By Emilio Lapiello, Director, Advanced Analytics and Strategy
What does a butcher in Italy have in common with Walmart? The answer lies in customer data.
When I was young, I played soccer with my neighborhood friends in a typical Italian piazza surrounded by grocery stores.
My mother shopped there every day. If the butcher did not see me playing with my friends, he would ask my mom about me. “Where’s Emilio? I haven’t seen him today.” My mom would report on the occasional cold or flu that kept me from running around chasing a soccer ball, and the butcher would respond with something like: “Here, this beef cut just got in today. Bring some to him. It will make him feel better.” My mother would buy the meat and cook it from me.
I am quite sure my mother did not buy that beef cut because she thought it would make me recover, but she did think I would feel better knowing that people were thinking about me and sent me something with their best wishes of a prompt recovery. The butcher’s message was relevant to her and to me, and added value to the neighborhood shopping experience. There’s a lesson learned here that applies beyond the piazza to today’s modern world of strip malls, big box retailers, super-sized grocery stores, and the online e-commerce giants like Amazon and co. Large companies should also make sure they know their customers just like the butcher in Italy did during my childhood.
That neighborhood butcher was unconsciously doing what large companies worldwide are very consciously trying to replicate: providing relevant messages to each customer.
Why relevant messages? Because relevance increases the value of a product. Products are bundles of benefits, and their actual value depends on the customer needs and wants they satisfy. These needs and wants are dynamic in nature and change with time. Being able to find the right message (it will make him feel better), at the right time (well, I was sick.), to the right person (my mother), through the right channel (at the point of sale, in this case) produces the highest possible value to a customer.
What’s in it for the business side? Sale transactions happen only when the value received is equal or greater than the value provided. When customers perceive the highest value, they are willing to pay the highest cost as well, which then turns into higher profits for the business side.
Now the big difference between the neighborhood grocer and Walmart is that large companies have millions of customers, so how can they possibly get to know each and every person with enough insight to tailor their marketing messages to individuals? Luckily for them, and what they may not realize, is that they have spent the last 20 years collecting large amounts of data, and they can now focus on using it.
In today’s Big Data era, it is time to introduce Smart Data: data that has value in both its quantity and quality.
Companies today, big or small, cannot afford to be unaware of what is relevant to their customers, and thankfully insights into customer preferences, behavior, purchasing history, and much more are now accessible through the data mining and analytics tools and technologies available today.
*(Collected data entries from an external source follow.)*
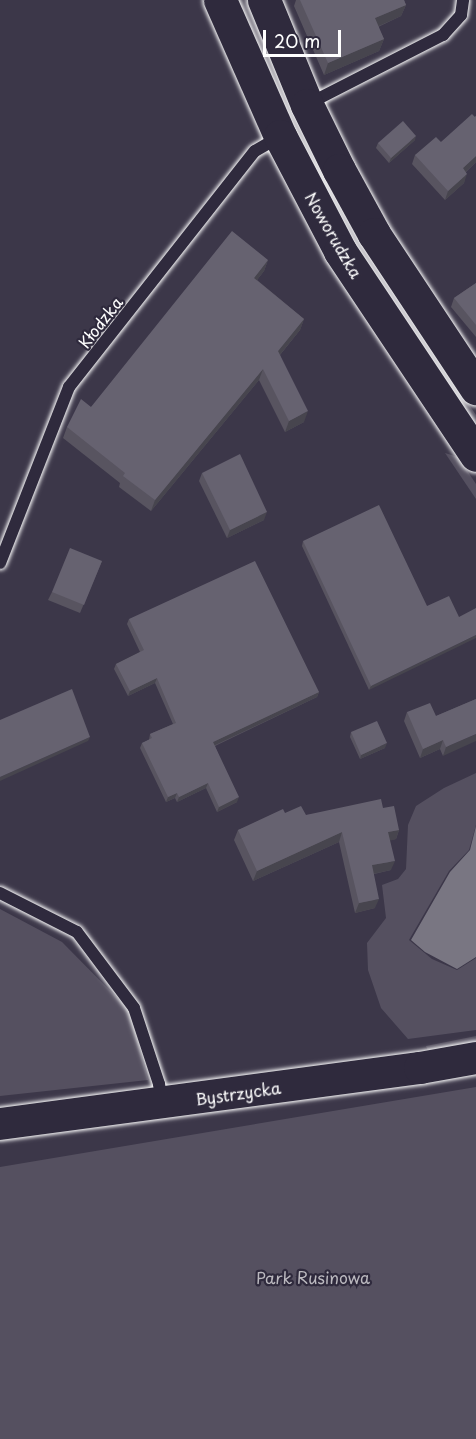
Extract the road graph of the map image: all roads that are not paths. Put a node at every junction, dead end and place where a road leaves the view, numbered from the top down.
1 (220, 0) edge
2 (264, 0) edge
3 (463, 0) edge
4 (307, 105) junction
5 (280, 136) junction
6 (476, 388) edge
7 (476, 455) edge
8 (0, 563) edge
9 (0, 893) edge
10 (476, 1058) edge
11 (162, 1103) junction
12 (0, 1124) edge

1 - 5 main road, Noworudzka
2 - 4 main road
3 - 4 lane
4 - 6 main road
5 - 7 main road, Noworudzka
5 - 8 lane, Kłodzka
9 - 11 lane
10 - 11 street, Bystrzycka
11 - 12 street, Bystrzycka

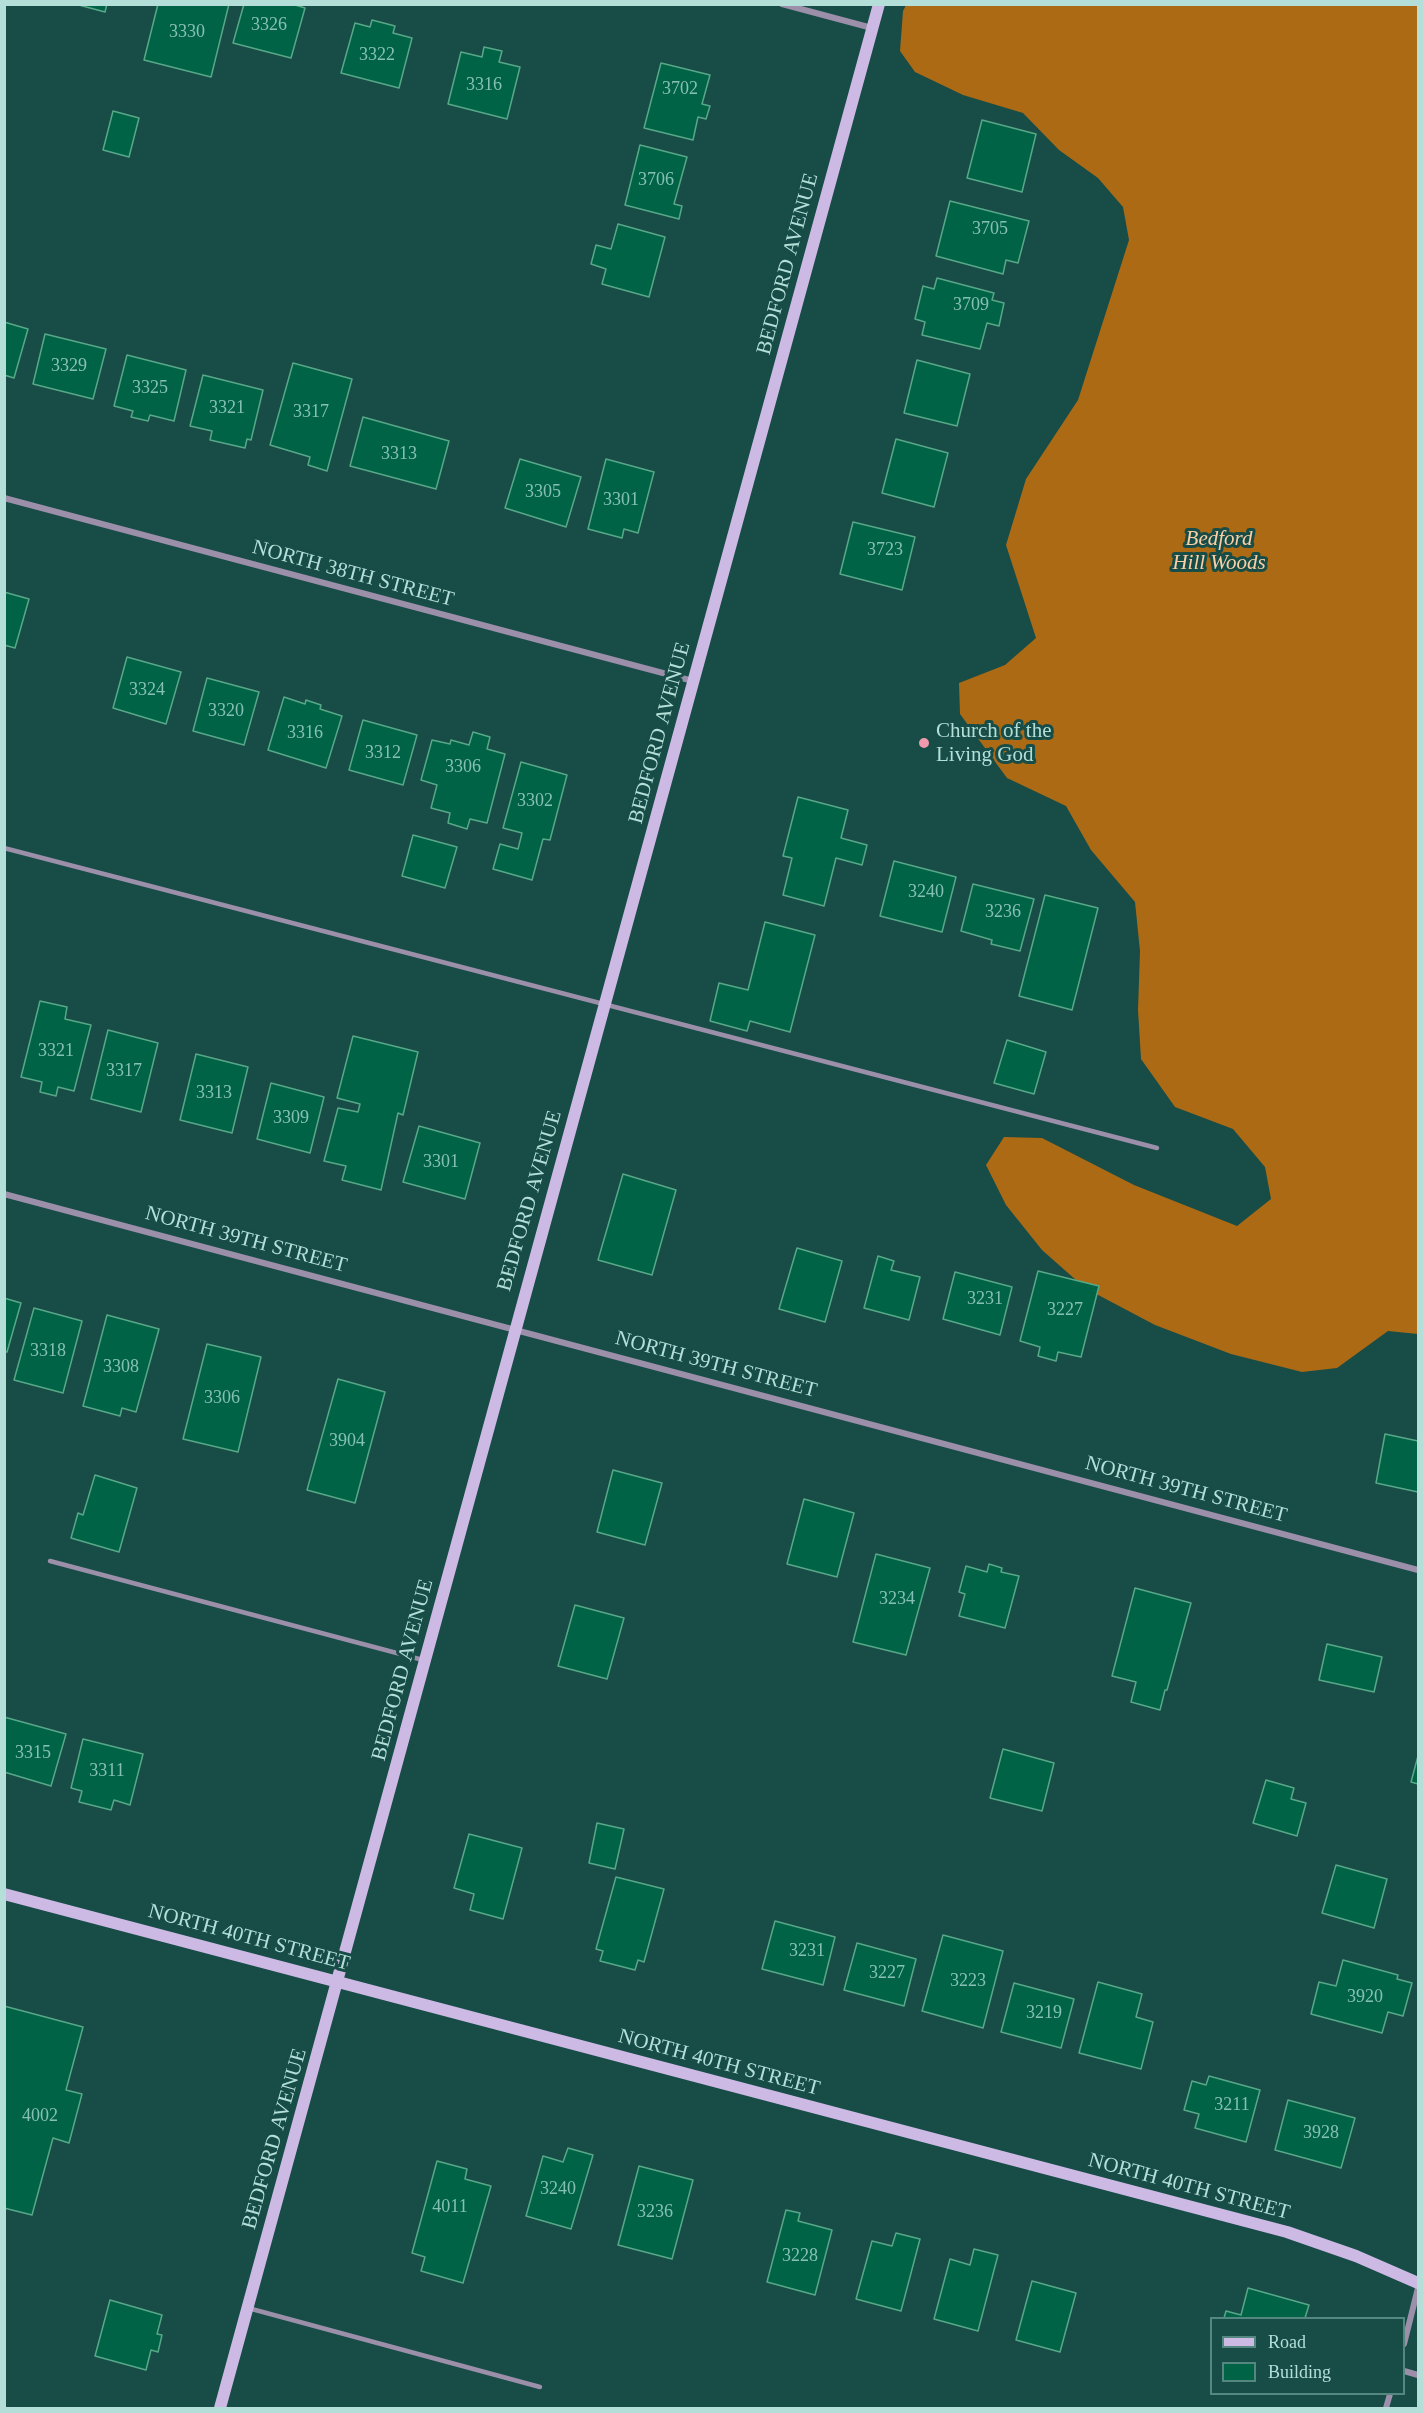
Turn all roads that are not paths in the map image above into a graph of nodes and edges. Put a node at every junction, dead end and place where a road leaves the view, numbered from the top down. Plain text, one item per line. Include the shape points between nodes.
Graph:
1 (782, 4) edge
2 (879, 4) edge
3 (873, 28) junction
4 (4, 498) edge
5 (694, 681) junction
6 (4, 848) edge
7 (605, 1003) junction
8 (1157, 1148) dead end
9 (4, 1194) edge
10 (515, 1328) junction
11 (50, 1561) dead end
12 (1419, 1569) edge
13 (425, 1660) junction
14 (4, 1894) edge
15 (338, 1982) junction
16 (1419, 2283) edge
17 (1419, 2288) edge
18 (248, 2308) junction
19 (1405, 2340) edge
20 (540, 2387) dead end
21 (220, 2409) edge

1 - 3 street
2 - 3 street, BEDFORD AVENUE
3 - 5 street, BEDFORD AVENUE
4 - 5 street, NORTH 38TH STREET
5 - 7 street, BEDFORD AVENUE
6 - 7 lane
7 - 8 lane
7 - 10 street, BEDFORD AVENUE
9 - 10 street, NORTH 39TH STREET
10 - 12 street, NORTH 39TH STREET
10 - 13 street, BEDFORD AVENUE
11 - 13 lane
13 - 15 street, BEDFORD AVENUE
14 - 15 street, NORTH 40TH STREET
15 - 16 street, NORTH 40TH STREET via 1287,2232
15 - 18 street, BEDFORD AVENUE
17 - 19 street
18 - 20 lane
18 - 21 street, BEDFORD AVENUE

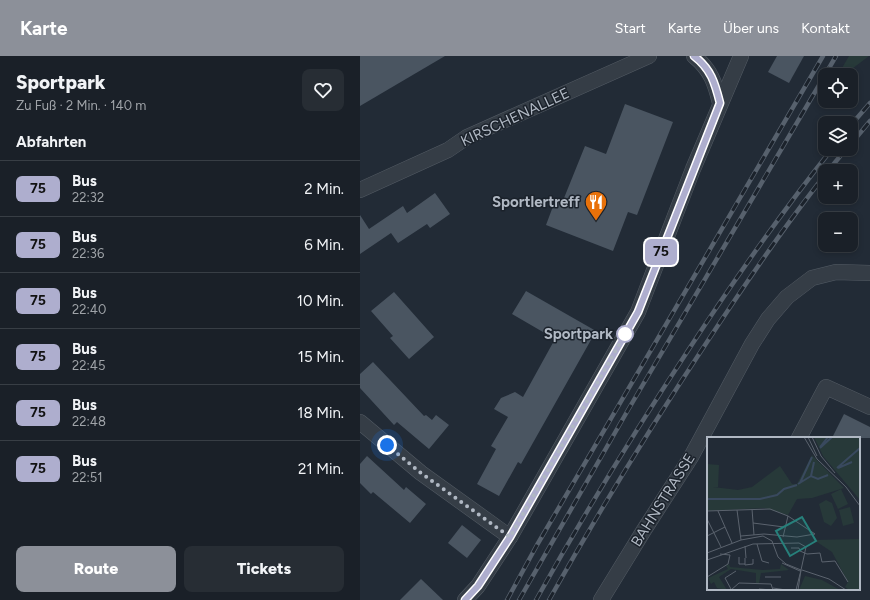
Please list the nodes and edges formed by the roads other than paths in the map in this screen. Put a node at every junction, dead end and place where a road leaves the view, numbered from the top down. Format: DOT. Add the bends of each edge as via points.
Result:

Actionable insights can be extracted and information about customers can be inferred to ensure value can be generated through relevance. Data mining and clever analytic methods are key to understanding what those customers value and what is relevant to them.
This “learn and serve” process should be the basis of the modern enterprise, and it is essentially data and analytics driven. It is also a dynamic process. People change their mind and their tastes, and without even realizing it, they start valuing products and services differently. What was valuable before will not be valuable anymore.
Companies are realizing their only way to keep up with these ever-changing customer preferences is to use customer data in a more fluid and always on way. The most advanced and successful companies are trying to predict those changes, as they realized they cannot react to their customers’ value perception dynamism. They predict customer behavior and maximize relevance using customer data. Most importantly, successful companies use customer data to their customers’ advantage, providing them with more relevant products, products their customers value the most.
So while Walmart may never be able to predict when I’ll come down with my next cold in order to recommend their best beef cuts, with the right data and analytics tools they can begin to see patterns in my purchase history and preferences that can be used to not only serve me relevant ads and promotions, but also predict how I’m likely to respond to new product offerings and store concepts. In this way, the local butcher shop on the piazza and Walmart have something in common.